◆ **Task prompt**
From the first line to the last, repeat the data exactly and drop the pictures.

◆ **Supplied data**
╭──

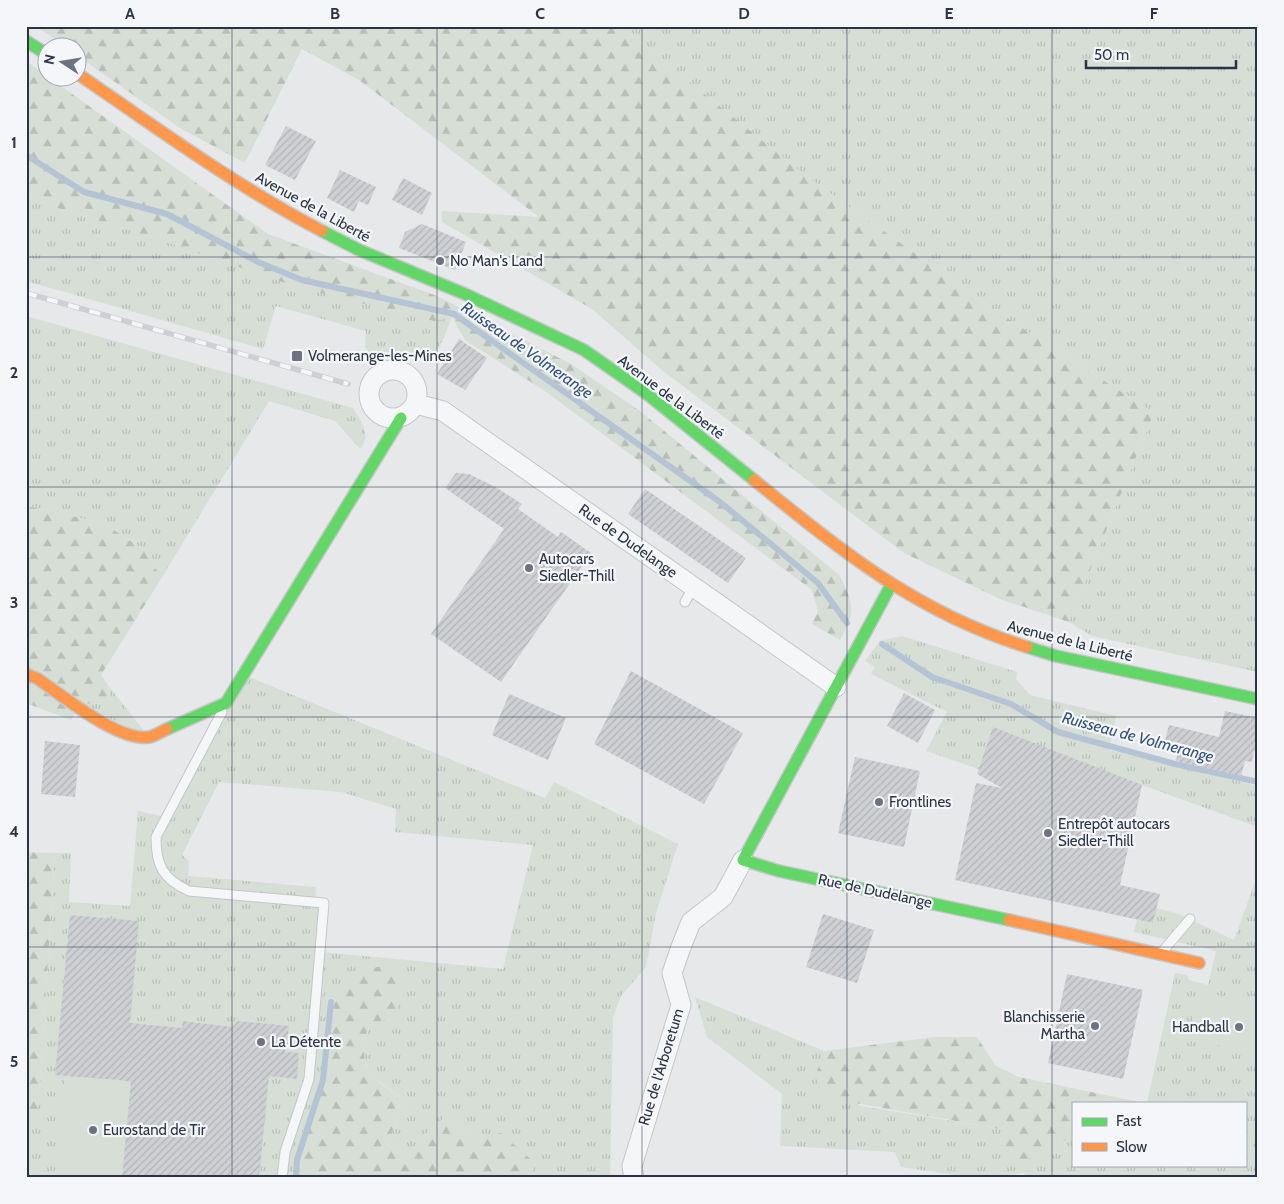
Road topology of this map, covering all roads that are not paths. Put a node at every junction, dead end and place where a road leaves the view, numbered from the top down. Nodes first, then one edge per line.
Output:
1 (26, 41) edge
2 (38, 49) edge
3 (88, 81) edge
4 (416, 404) junction
5 (401, 418) junction
6 (891, 585) junction
7 (26, 674) edge
8 (836, 686) junction
9 (1258, 699) edge
10 (226, 703) junction
11 (743, 860) junction
12 (1190, 919) dead end
13 (1160, 954) junction
14 (1199, 963) dead end
15 (282, 1178) edge
16 (634, 1178) edge

1 - 2 main road
3 - 6 main road, Avenue de la Liberté
4 - 5 street
4 - 5 street
4 - 8 street, Rue de Dudelange
5 - 10 main road
6 - 8 main road
6 - 9 main road, Avenue de la Liberté
7 - 10 main road
8 - 11 main road
10 - 15 lane
11 - 13 main road, Rue de Dudelange
11 - 16 street, Rue de l'Arboretum
12 - 13 lane
13 - 14 main road, Rue de Dudelange

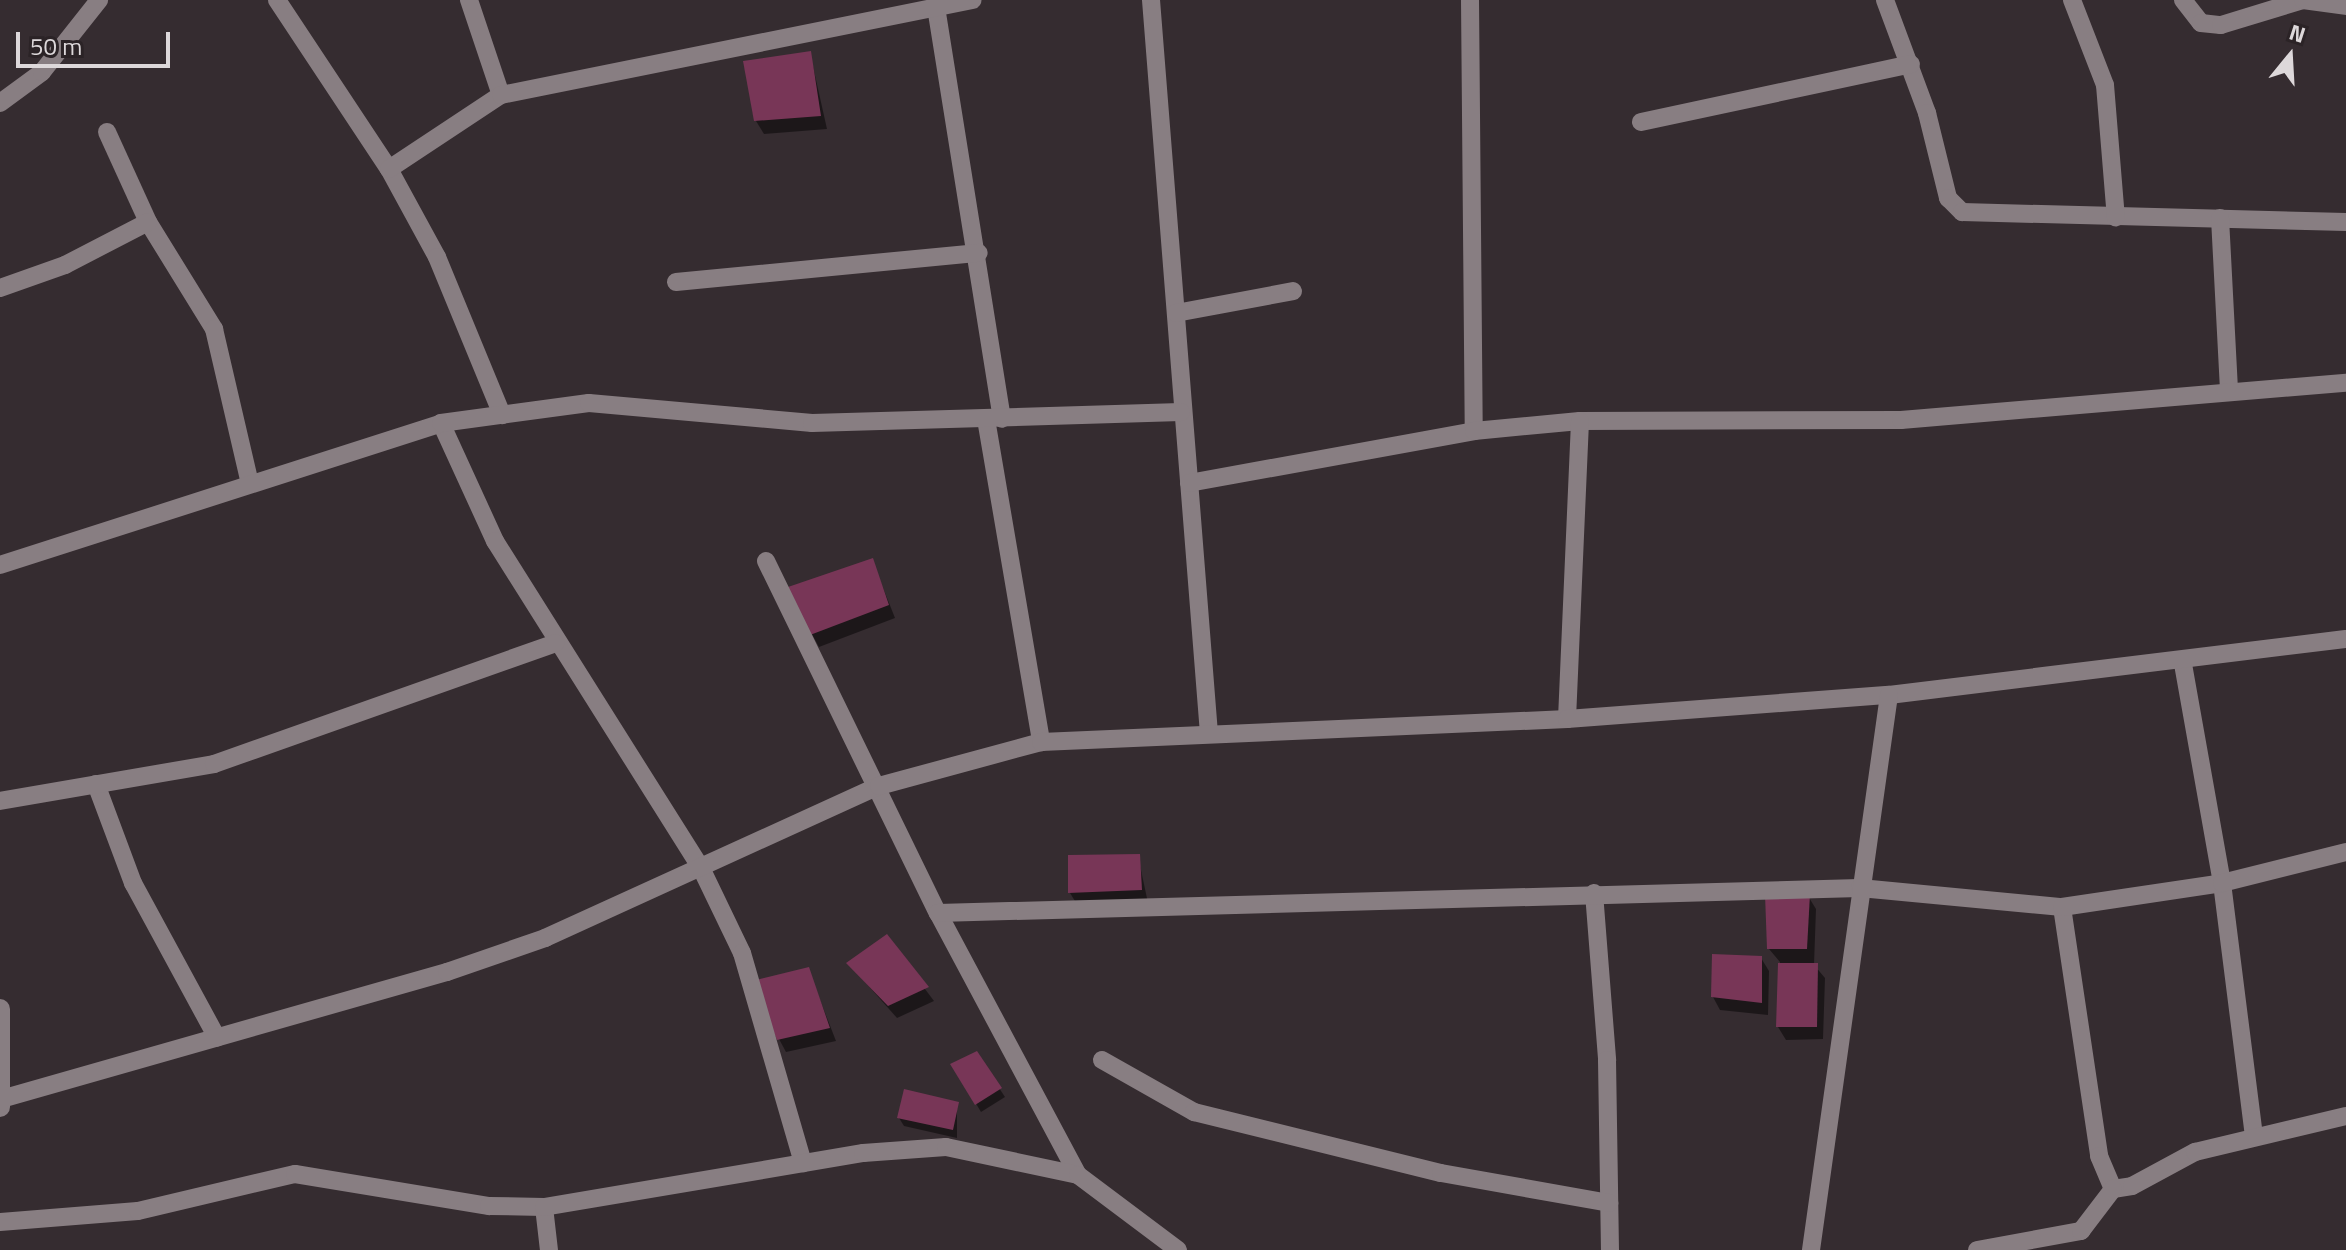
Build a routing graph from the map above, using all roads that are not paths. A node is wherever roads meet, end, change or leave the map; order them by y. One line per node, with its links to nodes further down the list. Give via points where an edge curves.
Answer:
1 (99, 0): 14 (street, via 42,72)
2 (277, 0): 17 (street)
3 (469, 0): 13 (street)
4 (973, 0): 10 (street)
5 (1151, 0): 26 (street)
6 (1470, 0): 34 (street)
7 (1885, 0): 12 (street)
8 (2072, 0): 18 (street, via 2105,85)
9 (2183, 0): 11 (street, via 2201,23 2221,25 2303,0)
10 (942, 4): 13 (street); 22 (street)
11 (2346, 6)
12 (1911, 64): 15 (street); 18 (street, via 1948,198 1962,212)
13 (501, 95): 17 (street)
14 (0, 103)
15 (1641, 122)
16 (107, 132): 20 (street)
17 (389, 169): 30 (street, via 437,257)
18 (2116, 218): 19 (street)
19 (2220, 218): 21 (street); 28 (street)
20 (148, 222): 24 (street, via 65,265); 36 (street, via 214,329)
21 (2346, 222)
22 (979, 253): 23 (street); 31 (street)
23 (676, 282)
24 (0, 288)
25 (1293, 291): 26 (street)
26 (1176, 313): 29 (street)
27 (2346, 383): 28 (street)
28 (2229, 389): 32 (street, via 1901,420)
29 (1181, 412): 31 (street); 35 (street)
30 (502, 415): 31 (street, via 589,403 812,423); 33 (street)
31 (994, 419): 45 (street)
32 (1580, 421): 34 (street); 43 (street)
33 (441, 423): 36 (street); 40 (street, via 495,541)
34 (1474, 431): 35 (street)
35 (1189, 483): 44 (street)
36 (250, 484): 38 (street)
37 (766, 561): 47 (street)
38 (0, 565)
39 (2346, 639): 41 (street)
40 (555, 643): 46 (street, via 214,764); 50 (street)
41 (2183, 664): 42 (street); 51 (street)
42 (1889, 695): 43 (street); 52 (street)
43 (1567, 719): 44 (street)
44 (1209, 733): 45 (street)
45 (1041, 742): 47 (street)
46 (96, 784): 48 (street); 57 (street, via 133,883)
47 (879, 786): 50 (street); 55 (street)
48 (0, 801)
49 (2346, 852): 51 (street)
50 (702, 870): 57 (street, via 489,957); 62 (street, via 747,967)
51 (2222, 883): 54 (street); 61 (street)
52 (1860, 888): 53 (street); 54 (street); 71 (street)
53 (1594, 893): 55 (street); 65 (street)
54 (2062, 907): 64 (street, via 2099,1156)
55 (938, 913): 63 (street)
56 (0, 1009): 59 (street)
57 (217, 1038): 59 (street)
58 (1102, 1060): 65 (street, via 1194,1112 1441,1173)
59 (1, 1103)
60 (2346, 1116): 61 (street)
61 (2254, 1135): 64 (street)
62 (803, 1163): 63 (street, via 946,1147); 66 (street)
63 (1078, 1175): 69 (street)
64 (2113, 1189): 72 (street, via 2081,1231)
65 (1609, 1203): 70 (street)
66 (544, 1207): 67 (street, via 489,1206 295,1174 138,1211); 68 (street)
67 (0, 1222)
68 (549, 1250)
69 (1178, 1250)
70 (1610, 1250)
71 (1811, 1250)
72 (1977, 1250)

╰──

◆ **Answer to this problem**
Road topology of this map, covering all roads that are not paths. Put a node at every junction, dead end and place where a road leaves the view, numbered from the top down. Nodes first, then one edge per line.
Output:
1 (26, 41) edge
2 (38, 49) edge
3 (88, 81) edge
4 (416, 404) junction
5 (401, 418) junction
6 (891, 585) junction
7 (26, 674) edge
8 (836, 686) junction
9 (1258, 699) edge
10 (226, 703) junction
11 (743, 860) junction
12 (1190, 919) dead end
13 (1160, 954) junction
14 (1199, 963) dead end
15 (282, 1178) edge
16 (634, 1178) edge

1 - 2 main road
3 - 6 main road, Avenue de la Liberté
4 - 5 street
4 - 5 street
4 - 8 street, Rue de Dudelange
5 - 10 main road
6 - 8 main road
6 - 9 main road, Avenue de la Liberté
7 - 10 main road
8 - 11 main road
10 - 15 lane
11 - 13 main road, Rue de Dudelange
11 - 16 street, Rue de l'Arboretum
12 - 13 lane
13 - 14 main road, Rue de Dudelange

Build a routing graph from the map above, using all roads that are not paths. A node is wherever roads meet, end, change or leave the map; order them by y. One line per node, with its links to nodes further down the list. Give via points where an edge curves.
Answer:
1 (99, 0): 14 (street, via 42,72)
2 (277, 0): 17 (street)
3 (469, 0): 13 (street)
4 (973, 0): 10 (street)
5 (1151, 0): 26 (street)
6 (1470, 0): 34 (street)
7 (1885, 0): 12 (street)
8 (2072, 0): 18 (street, via 2105,85)
9 (2183, 0): 11 (street, via 2201,23 2221,25 2303,0)
10 (942, 4): 13 (street); 22 (street)
11 (2346, 6)
12 (1911, 64): 15 (street); 18 (street, via 1948,198 1962,212)
13 (501, 95): 17 (street)
14 (0, 103)
15 (1641, 122)
16 (107, 132): 20 (street)
17 (389, 169): 30 (street, via 437,257)
18 (2116, 218): 19 (street)
19 (2220, 218): 21 (street); 28 (street)
20 (148, 222): 24 (street, via 65,265); 36 (street, via 214,329)
21 (2346, 222)
22 (979, 253): 23 (street); 31 (street)
23 (676, 282)
24 (0, 288)
25 (1293, 291): 26 (street)
26 (1176, 313): 29 (street)
27 (2346, 383): 28 (street)
28 (2229, 389): 32 (street, via 1901,420)
29 (1181, 412): 31 (street); 35 (street)
30 (502, 415): 31 (street, via 589,403 812,423); 33 (street)
31 (994, 419): 45 (street)
32 (1580, 421): 34 (street); 43 (street)
33 (441, 423): 36 (street); 40 (street, via 495,541)
34 (1474, 431): 35 (street)
35 (1189, 483): 44 (street)
36 (250, 484): 38 (street)
37 (766, 561): 47 (street)
38 (0, 565)
39 (2346, 639): 41 (street)
40 (555, 643): 46 (street, via 214,764); 50 (street)
41 (2183, 664): 42 (street); 51 (street)
42 (1889, 695): 43 (street); 52 (street)
43 (1567, 719): 44 (street)
44 (1209, 733): 45 (street)
45 (1041, 742): 47 (street)
46 (96, 784): 48 (street); 57 (street, via 133,883)
47 (879, 786): 50 (street); 55 (street)
48 (0, 801)
49 (2346, 852): 51 (street)
50 (702, 870): 57 (street, via 489,957); 62 (street, via 747,967)
51 (2222, 883): 54 (street); 61 (street)
52 (1860, 888): 53 (street); 54 (street); 71 (street)
53 (1594, 893): 55 (street); 65 (street)
54 (2062, 907): 64 (street, via 2099,1156)
55 (938, 913): 63 (street)
56 (0, 1009): 59 (street)
57 (217, 1038): 59 (street)
58 (1102, 1060): 65 (street, via 1194,1112 1441,1173)
59 (1, 1103)
60 (2346, 1116): 61 (street)
61 (2254, 1135): 64 (street)
62 (803, 1163): 63 (street, via 946,1147); 66 (street)
63 (1078, 1175): 69 (street)
64 (2113, 1189): 72 (street, via 2081,1231)
65 (1609, 1203): 70 (street)
66 (544, 1207): 67 (street, via 489,1206 295,1174 138,1211); 68 (street)
67 (0, 1222)
68 (549, 1250)
69 (1178, 1250)
70 (1610, 1250)
71 (1811, 1250)
72 (1977, 1250)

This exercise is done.